Google CS First is a computer science coding club that is run through you and your students’ SD61Learn Google account. Google has created a portal that you and your students will log into that keeps everything organized and holds all the content. There are 9 different themes like storytelling, animation, fashion and sports. Each club takes about 10 hours. Students will code using Scratch and can access everything on district Chromebooks.

How to get started?

Go to Google CS First and sign in or click on “Start a Club Now.”  Click on the “Start a New Club” button and follow the prompts. It takes 5 minutes and you will:

  • Pick a theme
  • Create a schedule
  • Print materials
  • Bonus: Find a Guru which is someone who will help you during the sessions. Consider another teacher, a parent, older student volunteers.

Promote your club by putting up posters that are provided once you have picked your theme. Consider having an information meeting where you can show the slides below. Be sure to personalize and edit the slides before the meeting. Click on the image to see the Google Slides:

screen-shot-2016-12-03-at-4-18-49-pm

Tip: Be sure to think carefully about the schedule. Do not just put in random dates.  This is because the activities are linked to the dates. When students login, they will get the activity assigned for that date. So if your first club meets on Monday, December 12th and if you correctly entered December 12th in the schedule then students will login and get the Day 1 activities. If you get these wrong, kids will be looking at the wrong activities.

What does a typical club meeting look like?

Clubs could ideally run once or twice a week, either after school or at lunch.
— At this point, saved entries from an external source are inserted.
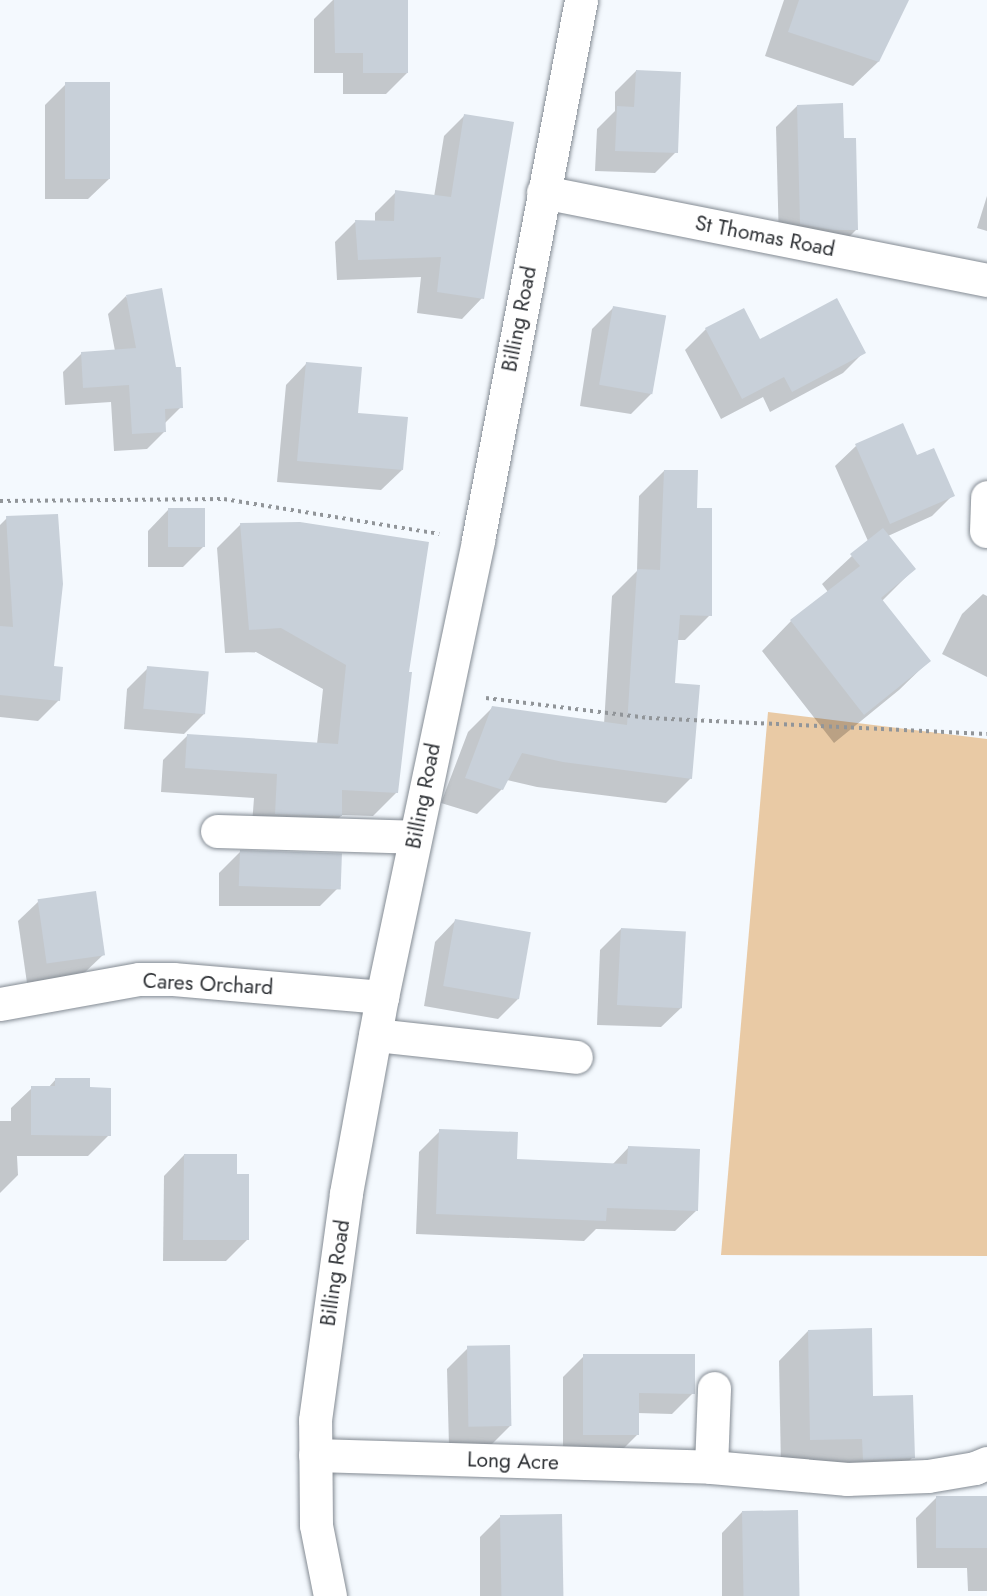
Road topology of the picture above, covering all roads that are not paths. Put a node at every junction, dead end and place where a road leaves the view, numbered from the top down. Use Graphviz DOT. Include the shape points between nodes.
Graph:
graph roads {
  1 [pos="581,0"];
  2 [pos="543,192"];
  3 [pos="987,280"];
  4 [pos="987,497"];
  5 [pos="986,531"];
  6 [pos="217,831"];
  7 [pos="415,837"];
  8 [pos="382,997"];
  9 [pos="0,1004"];
  10 [pos="375,1035"];
  11 [pos="576,1057"];
  12 [pos="714,1388"];
  13 [pos="315,1455"];
  14 [pos="987,1463"];
  15 [pos="711,1467"];
  16 [pos="330,1596"];
  1 -- 2 [label="street, Billing Road"];
  2 -- 3 [label="street, St Thomas Road"];
  2 -- 7 [label="street, Billing Road" via="478,540"];
  4 -- 5 [label="street"];
  6 -- 7 [label="street"];
  7 -- 8 [label="street, Billing Road"];
  8 -- 9 [label="street, Cares Orchard" via="138,979"];
  8 -- 10 [label="street, Billing Road"];
  10 -- 11 [label="street"];
  10 -- 13 [label="street, Billing Road" via="346,1193 315,1420"];
  12 -- 15 [label="street"];
  13 -- 15 [label="street, Long Acre"];
  13 -- 16 [label="street, Billing Road" via="316,1525"];
  14 -- 15 [label="street, Long Acre" via="928,1476 847,1479"];
}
In one club example, 20 students came to the library twice per week from 2:45-3:45pm  and logged into a Chromebook with their Google CS First username and password provided by the club (these are generated automatically and can be reused if kids join another club).  Once all the coders had arrived, here is what the day looked like:

  1. Showcase Selector: Two activities get randomly selected at the end of the last club meeting. Start each time with looking at two students’ Scratch projects.
  2. Self-Paced Learning: Students then work at their own pace watching videos and working in Scratch.  The leader and guru (the adults running the club) circulate to help students.
  3. Wrap Up Video: End the club by collectively watching the Wrap Up video. Every day has a video that recaps the key computer science concepts and relates those concepts to the real world and real people’s jobs.  Watch these as a group, though you could have kids watch on their own too.
  4. Showcase Selector: The last task is to do the Showcase Selector to pick two projects to kick off the next club meeting.

Tip for Success: Emphasize Collaboration

It’s easy for students to plug in and engage with the club activities in isolation. This in fact may even be their preference as many students who would be interested in this may not have well-developed collaboration skills. It’s key to emphasize more collaboration and team work. Not only does it ease the burden on the group leader to have all the answers, it’s also much more representative of real-life situations within the tech-industry. Collaboration and communication skills can be equally as important as technical skills. It’s worth stopping every 10 minutes to have students talk to the person next to them. More time to share more projects and get students to give each other feedback will benefit everyone.